The most difficult thing besides doing the work itself is finding a place to do that work. And do it well. Finding the perfect study space can be hard, but it isn’t impossible.The process of doing this may not be the most straightforward, but the results will prove worth it.
Get lost. Bury yourself so totally that the thought of leaving is out of the question.
Have a desk spread with stacks of books, papers and chargers. Colored pens splayed in a rainbow fan. Turn off your phone and tuck it away, deep within your bag, too deep to fuel the urge to peep at its screen.
Especially on the cusp of finals season, finding the study space that allows for pure engagement with your subjects is crucial. Of course, this varies for everybody. The sound levels, how many people pass through and enclosed or open spaces all affect the ideal study space. On a college campus, there is a plethora of locations specifically designed for studying.
The tricky part is learning yourself: understanding what kind of atmosphere best allows for your academic work. Many times this gets confused with a space where you go and work on homework with friends. But I found that studying with friends works for the little assignments, the ones whose content I am familiar with and do not need to re-learn for class. However, when it comes to finals, I can’t study with them all the time. I need to dive in, without anyone around, so that my focus can be totally on the material at hand.
Because I knew myself in this way, I knew the kinds of locations that I needed to look for upon for sitting down and grinding out some homework. The week before finals, I began the search.
I started in the library, because that seemed the most obvious choice. At Boston College, however, there are two standard libraries that the students frequent. I began with one named O’neill. O’neill is the typically library most students choose to do their homework in, on the weekends or on week nights. It has five floors, all with both large tables and small cubicles as study spaces. As the floors increase in height, they decrease in sound level, so much so that the fifth floor is a silent floor. You can’t even eat in the left-wing. Usually this silence frightens me. I could only focus on the loud breathing of the man sitting next to me rather than the math equations on my graph paper below.
This is where I began. The fifth floor, sitting at a table that allowed me to spread. When the silence became oppressive, I moved to the fourth for a brief moment before realizing that if a heavy silence hadn’t worked, maybe a light one wouldn’t really either. The third floor let it happen. With five varying articles in front of me for a research paper I was knee-deep into writing, I got lost.

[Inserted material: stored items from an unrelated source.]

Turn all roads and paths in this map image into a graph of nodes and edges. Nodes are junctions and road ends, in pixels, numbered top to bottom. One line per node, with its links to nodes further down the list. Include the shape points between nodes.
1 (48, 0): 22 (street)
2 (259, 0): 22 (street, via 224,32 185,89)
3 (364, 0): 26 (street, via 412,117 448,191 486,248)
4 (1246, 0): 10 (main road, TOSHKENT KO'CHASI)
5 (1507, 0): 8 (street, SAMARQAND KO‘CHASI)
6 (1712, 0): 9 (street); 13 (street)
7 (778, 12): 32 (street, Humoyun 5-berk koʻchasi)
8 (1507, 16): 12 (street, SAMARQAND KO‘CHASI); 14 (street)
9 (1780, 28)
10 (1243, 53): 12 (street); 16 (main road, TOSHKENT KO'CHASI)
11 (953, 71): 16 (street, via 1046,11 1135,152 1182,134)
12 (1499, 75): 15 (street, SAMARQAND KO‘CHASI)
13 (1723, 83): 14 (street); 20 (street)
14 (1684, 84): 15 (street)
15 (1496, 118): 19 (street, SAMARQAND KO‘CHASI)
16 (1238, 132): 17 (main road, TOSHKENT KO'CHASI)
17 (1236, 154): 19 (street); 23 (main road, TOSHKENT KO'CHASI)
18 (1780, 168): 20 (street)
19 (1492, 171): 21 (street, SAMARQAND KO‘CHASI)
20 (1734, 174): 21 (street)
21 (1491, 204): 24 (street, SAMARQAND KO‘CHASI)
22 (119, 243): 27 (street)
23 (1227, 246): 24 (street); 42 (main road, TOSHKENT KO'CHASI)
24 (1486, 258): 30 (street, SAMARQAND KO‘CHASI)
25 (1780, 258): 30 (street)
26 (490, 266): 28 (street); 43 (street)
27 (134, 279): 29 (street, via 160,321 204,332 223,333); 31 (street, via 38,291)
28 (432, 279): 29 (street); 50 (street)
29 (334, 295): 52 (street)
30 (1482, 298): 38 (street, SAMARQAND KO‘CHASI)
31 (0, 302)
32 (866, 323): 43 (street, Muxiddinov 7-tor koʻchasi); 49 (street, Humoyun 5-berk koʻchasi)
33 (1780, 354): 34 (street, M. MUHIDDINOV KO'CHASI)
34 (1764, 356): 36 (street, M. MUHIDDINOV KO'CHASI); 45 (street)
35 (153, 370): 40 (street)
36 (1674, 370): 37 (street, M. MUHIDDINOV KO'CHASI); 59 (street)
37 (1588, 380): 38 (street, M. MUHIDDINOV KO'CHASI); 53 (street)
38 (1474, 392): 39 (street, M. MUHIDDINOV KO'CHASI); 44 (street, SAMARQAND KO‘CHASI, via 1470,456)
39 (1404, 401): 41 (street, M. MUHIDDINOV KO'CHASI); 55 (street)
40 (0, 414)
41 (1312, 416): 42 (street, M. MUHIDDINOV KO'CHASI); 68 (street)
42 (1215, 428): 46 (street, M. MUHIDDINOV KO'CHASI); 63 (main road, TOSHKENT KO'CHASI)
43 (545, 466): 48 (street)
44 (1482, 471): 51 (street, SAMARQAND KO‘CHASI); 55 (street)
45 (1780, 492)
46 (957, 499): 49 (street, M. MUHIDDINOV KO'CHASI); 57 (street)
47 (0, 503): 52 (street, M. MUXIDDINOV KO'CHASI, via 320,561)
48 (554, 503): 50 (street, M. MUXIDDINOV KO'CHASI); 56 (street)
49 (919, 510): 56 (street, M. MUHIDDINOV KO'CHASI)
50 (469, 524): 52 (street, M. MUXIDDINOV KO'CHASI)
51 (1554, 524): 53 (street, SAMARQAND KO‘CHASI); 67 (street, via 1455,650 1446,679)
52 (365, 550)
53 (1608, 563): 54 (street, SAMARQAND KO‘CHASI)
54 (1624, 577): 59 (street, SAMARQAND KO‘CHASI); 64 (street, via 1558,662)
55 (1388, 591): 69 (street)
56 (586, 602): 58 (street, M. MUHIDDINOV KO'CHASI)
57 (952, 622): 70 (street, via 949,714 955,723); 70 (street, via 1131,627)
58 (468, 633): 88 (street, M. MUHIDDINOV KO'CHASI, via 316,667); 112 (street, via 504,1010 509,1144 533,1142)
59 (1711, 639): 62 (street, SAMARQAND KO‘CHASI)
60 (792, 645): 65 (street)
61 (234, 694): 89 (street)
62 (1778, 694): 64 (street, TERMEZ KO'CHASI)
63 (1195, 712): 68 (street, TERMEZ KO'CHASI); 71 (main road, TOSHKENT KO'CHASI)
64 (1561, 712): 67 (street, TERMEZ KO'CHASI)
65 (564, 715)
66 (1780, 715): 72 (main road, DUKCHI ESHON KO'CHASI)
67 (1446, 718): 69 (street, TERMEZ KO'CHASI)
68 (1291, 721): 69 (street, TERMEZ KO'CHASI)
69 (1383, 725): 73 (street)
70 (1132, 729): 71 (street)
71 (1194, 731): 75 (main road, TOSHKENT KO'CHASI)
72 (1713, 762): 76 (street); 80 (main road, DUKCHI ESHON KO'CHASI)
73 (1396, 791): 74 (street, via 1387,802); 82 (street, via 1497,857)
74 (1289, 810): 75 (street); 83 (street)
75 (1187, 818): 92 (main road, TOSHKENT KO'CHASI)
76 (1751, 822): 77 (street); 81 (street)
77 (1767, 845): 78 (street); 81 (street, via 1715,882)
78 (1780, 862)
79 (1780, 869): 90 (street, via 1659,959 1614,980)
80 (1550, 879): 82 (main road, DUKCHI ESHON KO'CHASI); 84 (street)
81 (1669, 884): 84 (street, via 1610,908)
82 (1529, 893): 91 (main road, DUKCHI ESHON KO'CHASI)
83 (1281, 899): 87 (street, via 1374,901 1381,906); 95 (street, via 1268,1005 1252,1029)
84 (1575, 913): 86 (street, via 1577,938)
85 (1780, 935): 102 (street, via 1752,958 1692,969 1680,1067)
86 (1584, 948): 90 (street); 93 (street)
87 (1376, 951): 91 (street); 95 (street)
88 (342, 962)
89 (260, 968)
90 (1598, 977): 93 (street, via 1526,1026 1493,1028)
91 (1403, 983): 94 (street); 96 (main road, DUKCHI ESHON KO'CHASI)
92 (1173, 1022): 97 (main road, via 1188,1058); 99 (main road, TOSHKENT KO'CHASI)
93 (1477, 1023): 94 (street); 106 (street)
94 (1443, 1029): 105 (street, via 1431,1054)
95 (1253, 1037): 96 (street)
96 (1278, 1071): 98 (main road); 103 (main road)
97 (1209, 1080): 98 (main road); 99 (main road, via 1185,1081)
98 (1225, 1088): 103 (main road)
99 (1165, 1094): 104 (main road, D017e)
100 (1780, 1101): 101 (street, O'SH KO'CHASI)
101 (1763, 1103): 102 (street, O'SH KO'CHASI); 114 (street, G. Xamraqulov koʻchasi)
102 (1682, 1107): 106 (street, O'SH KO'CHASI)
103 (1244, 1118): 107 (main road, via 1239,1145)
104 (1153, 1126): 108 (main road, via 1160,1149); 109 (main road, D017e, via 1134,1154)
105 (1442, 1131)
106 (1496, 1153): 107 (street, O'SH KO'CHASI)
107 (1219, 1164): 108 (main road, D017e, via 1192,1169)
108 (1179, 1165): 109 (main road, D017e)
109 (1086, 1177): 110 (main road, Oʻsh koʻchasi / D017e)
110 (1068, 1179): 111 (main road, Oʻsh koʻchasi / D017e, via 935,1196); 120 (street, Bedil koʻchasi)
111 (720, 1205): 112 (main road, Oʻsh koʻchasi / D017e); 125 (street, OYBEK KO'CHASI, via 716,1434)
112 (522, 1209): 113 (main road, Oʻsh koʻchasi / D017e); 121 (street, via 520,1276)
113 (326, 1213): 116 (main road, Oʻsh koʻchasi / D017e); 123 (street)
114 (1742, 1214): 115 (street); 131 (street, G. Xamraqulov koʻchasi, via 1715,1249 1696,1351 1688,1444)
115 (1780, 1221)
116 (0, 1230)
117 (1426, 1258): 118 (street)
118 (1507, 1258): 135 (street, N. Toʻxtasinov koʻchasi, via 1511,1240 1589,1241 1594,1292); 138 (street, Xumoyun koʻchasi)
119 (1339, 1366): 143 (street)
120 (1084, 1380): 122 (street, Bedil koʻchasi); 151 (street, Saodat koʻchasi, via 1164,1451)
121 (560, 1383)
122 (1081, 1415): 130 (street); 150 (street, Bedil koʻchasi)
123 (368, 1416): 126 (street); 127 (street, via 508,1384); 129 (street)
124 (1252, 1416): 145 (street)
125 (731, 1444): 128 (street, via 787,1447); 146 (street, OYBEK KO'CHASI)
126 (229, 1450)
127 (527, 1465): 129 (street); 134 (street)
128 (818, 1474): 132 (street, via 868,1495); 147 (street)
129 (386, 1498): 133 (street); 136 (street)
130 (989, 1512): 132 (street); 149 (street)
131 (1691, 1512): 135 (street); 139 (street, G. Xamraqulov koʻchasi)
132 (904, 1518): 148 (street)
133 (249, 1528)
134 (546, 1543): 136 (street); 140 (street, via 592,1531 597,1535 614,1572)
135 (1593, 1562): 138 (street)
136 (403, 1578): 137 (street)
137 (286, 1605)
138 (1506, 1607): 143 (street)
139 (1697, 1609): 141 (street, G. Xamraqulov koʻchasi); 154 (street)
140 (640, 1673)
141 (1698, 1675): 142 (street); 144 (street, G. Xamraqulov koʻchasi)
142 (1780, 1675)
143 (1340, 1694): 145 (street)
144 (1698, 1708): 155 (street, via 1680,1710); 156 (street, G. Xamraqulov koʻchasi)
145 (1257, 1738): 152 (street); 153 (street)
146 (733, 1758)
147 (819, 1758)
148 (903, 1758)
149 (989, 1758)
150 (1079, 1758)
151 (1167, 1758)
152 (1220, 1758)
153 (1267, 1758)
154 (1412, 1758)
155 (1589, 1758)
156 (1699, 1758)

I wielded my highlighter like a light that would get me through to the other side of a dark forest. I slashed my way through the dense paragraphs and scholarly diction. Pulling quotes, I transformed my essay as my fingers flew across the keyboard below. I returned the next day, hoping to again become so lost. I tried diving into a poetry essay. The poems before me were like patches, each one including elements of language and form that I needed to gather in the proper order so that I could write a cohesive essay about them.
But the lighting.
Something about the way it ricocheted off the bright white paper was different today. I couldn’t easily read the pages, and my ideas were not there. Nothing would come to me. Not standing for it, I commenced the search yet again.
The other library at Boston College is Bapst. This is the older library, designed like a church. The stretch of the nave holds long tables of dark wood. Up above, green lamps hang down delicately at regular intervals. Long, towering stained glass windows line both walls of the nave, letting in a kaleidoscope of natural light as well as the artificial coming from above. Bapst is considered a quiet library. Slightly concerned that I would be pressed by the silence as I was in O’neill, I felt out the atmosphere. Because the ceilings stretched seemingly to infinity, the silence was soft on the ears. I pretended I was in a library from the Victorian Era as a fire burned low in a nearby grate. And with that, the mindset to write about poetry was there. Suddenly the language I needed to write this essay was flowing into me.
Other times, especially on the weekends when I had more time, I would venture into the city of Boston and pay a visit to the Boston Public Library. This space is my favorite yet. Within this one library alone, you can find new modern rooms with red walls and eclectic lamps, older rooms with wooden tables and towering bookshelves with ancient tombs. You can find small rooms with a more private feel or open spaces where the occasional music tune wafts in from the central lobby.
This search of finding the perfect study space started out as a guessing game, and it ended as a more educated one. I came to realize that finding a certain study space, at least for me, depends on my mood and the subject I plan on tackling during that time. Math might require a different location than poetry, literature different than Environmental Transformations. That is just the nature of the beast. Most importantly, it revealed to me that with the changing of subjects comes the changing of mindsets. Nothing is worse than grinding out math homework, to only two minutes later start interpreting literature. Allowing a break between two subjects. Letting your mind prepare itself for the transition is just as key as finding a conducive study space.